Brief: All lines of the entries with "that" in them must be listed.

Material for this exercise:
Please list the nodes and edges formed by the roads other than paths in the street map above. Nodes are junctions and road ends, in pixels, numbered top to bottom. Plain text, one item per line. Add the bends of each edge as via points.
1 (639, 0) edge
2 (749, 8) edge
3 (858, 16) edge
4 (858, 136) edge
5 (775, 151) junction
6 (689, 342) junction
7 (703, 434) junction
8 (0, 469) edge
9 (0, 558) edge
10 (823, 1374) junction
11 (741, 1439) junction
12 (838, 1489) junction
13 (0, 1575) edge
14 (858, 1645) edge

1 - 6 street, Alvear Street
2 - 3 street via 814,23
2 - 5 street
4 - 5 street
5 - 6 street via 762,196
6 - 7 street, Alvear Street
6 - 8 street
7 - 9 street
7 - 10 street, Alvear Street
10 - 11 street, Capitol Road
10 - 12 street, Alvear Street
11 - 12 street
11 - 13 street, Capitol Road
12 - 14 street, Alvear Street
* * *
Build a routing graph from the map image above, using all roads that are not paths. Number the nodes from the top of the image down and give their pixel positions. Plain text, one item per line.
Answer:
==
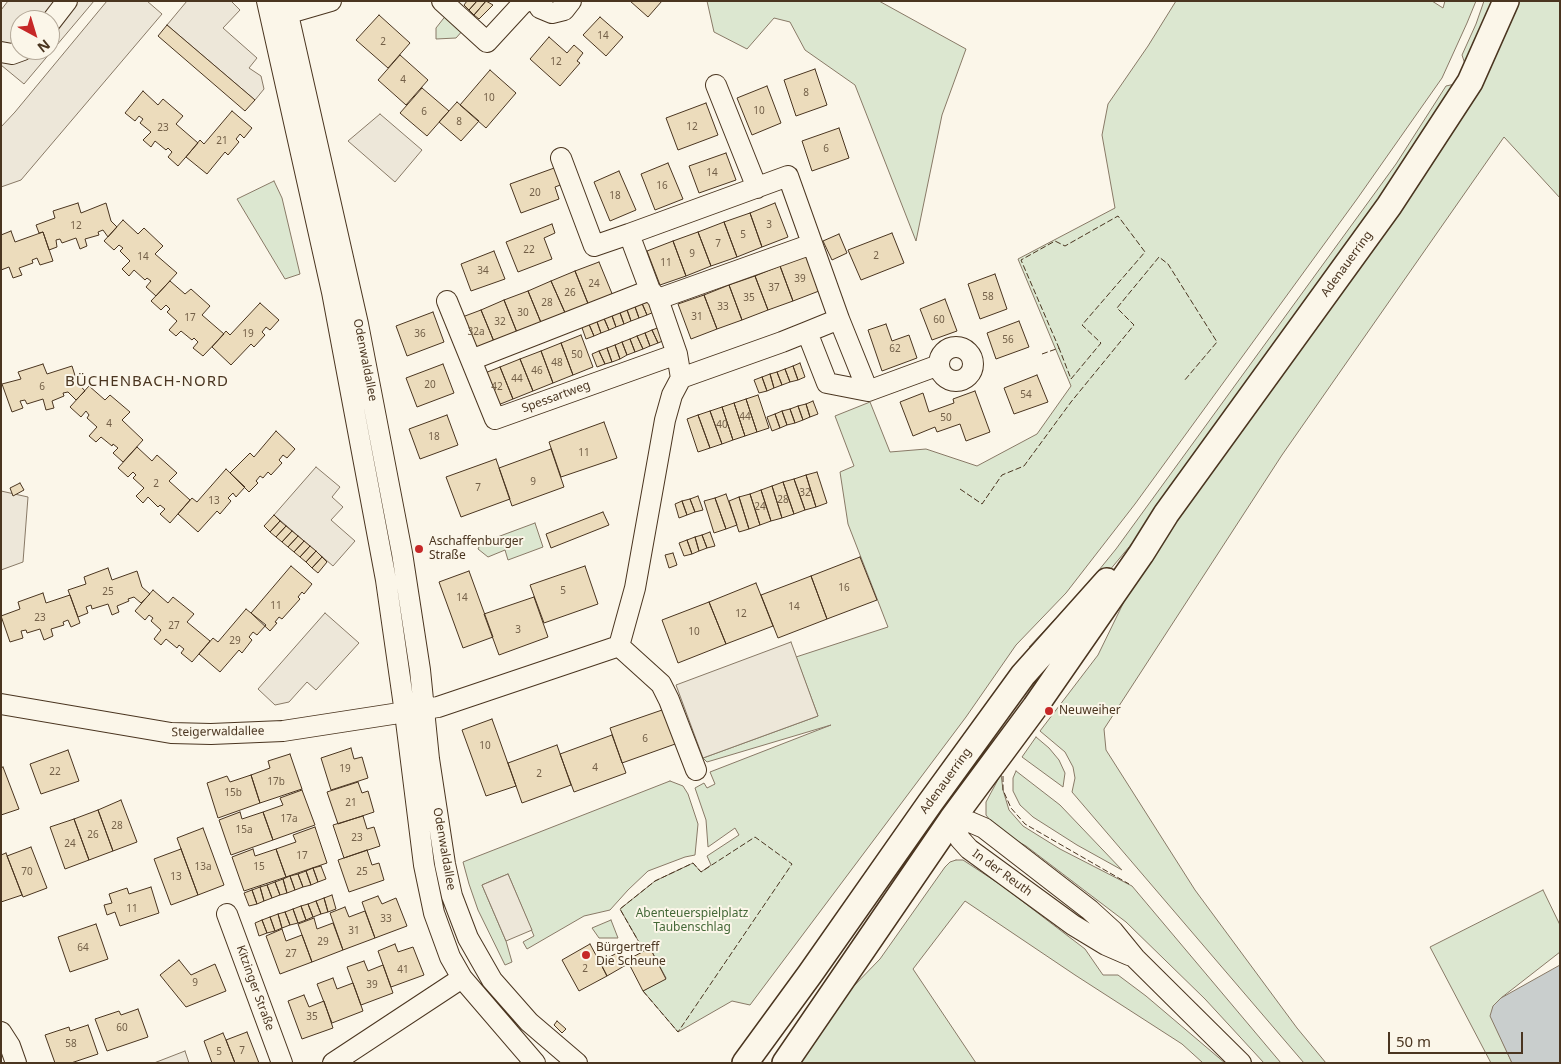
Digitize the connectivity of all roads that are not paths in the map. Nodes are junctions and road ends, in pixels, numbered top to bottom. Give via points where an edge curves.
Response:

Solution:
Build a routing graph from the map image above, using all roads that are not paths. Number the nodes from the top of the image down and give their pixel positions. Plain text, one item per line.
Digitize the connectivity of all roads that are not paths in the map. Nodes are junctions and road ends, in pixels, numbered top to bottom. Give via points where an edge curves.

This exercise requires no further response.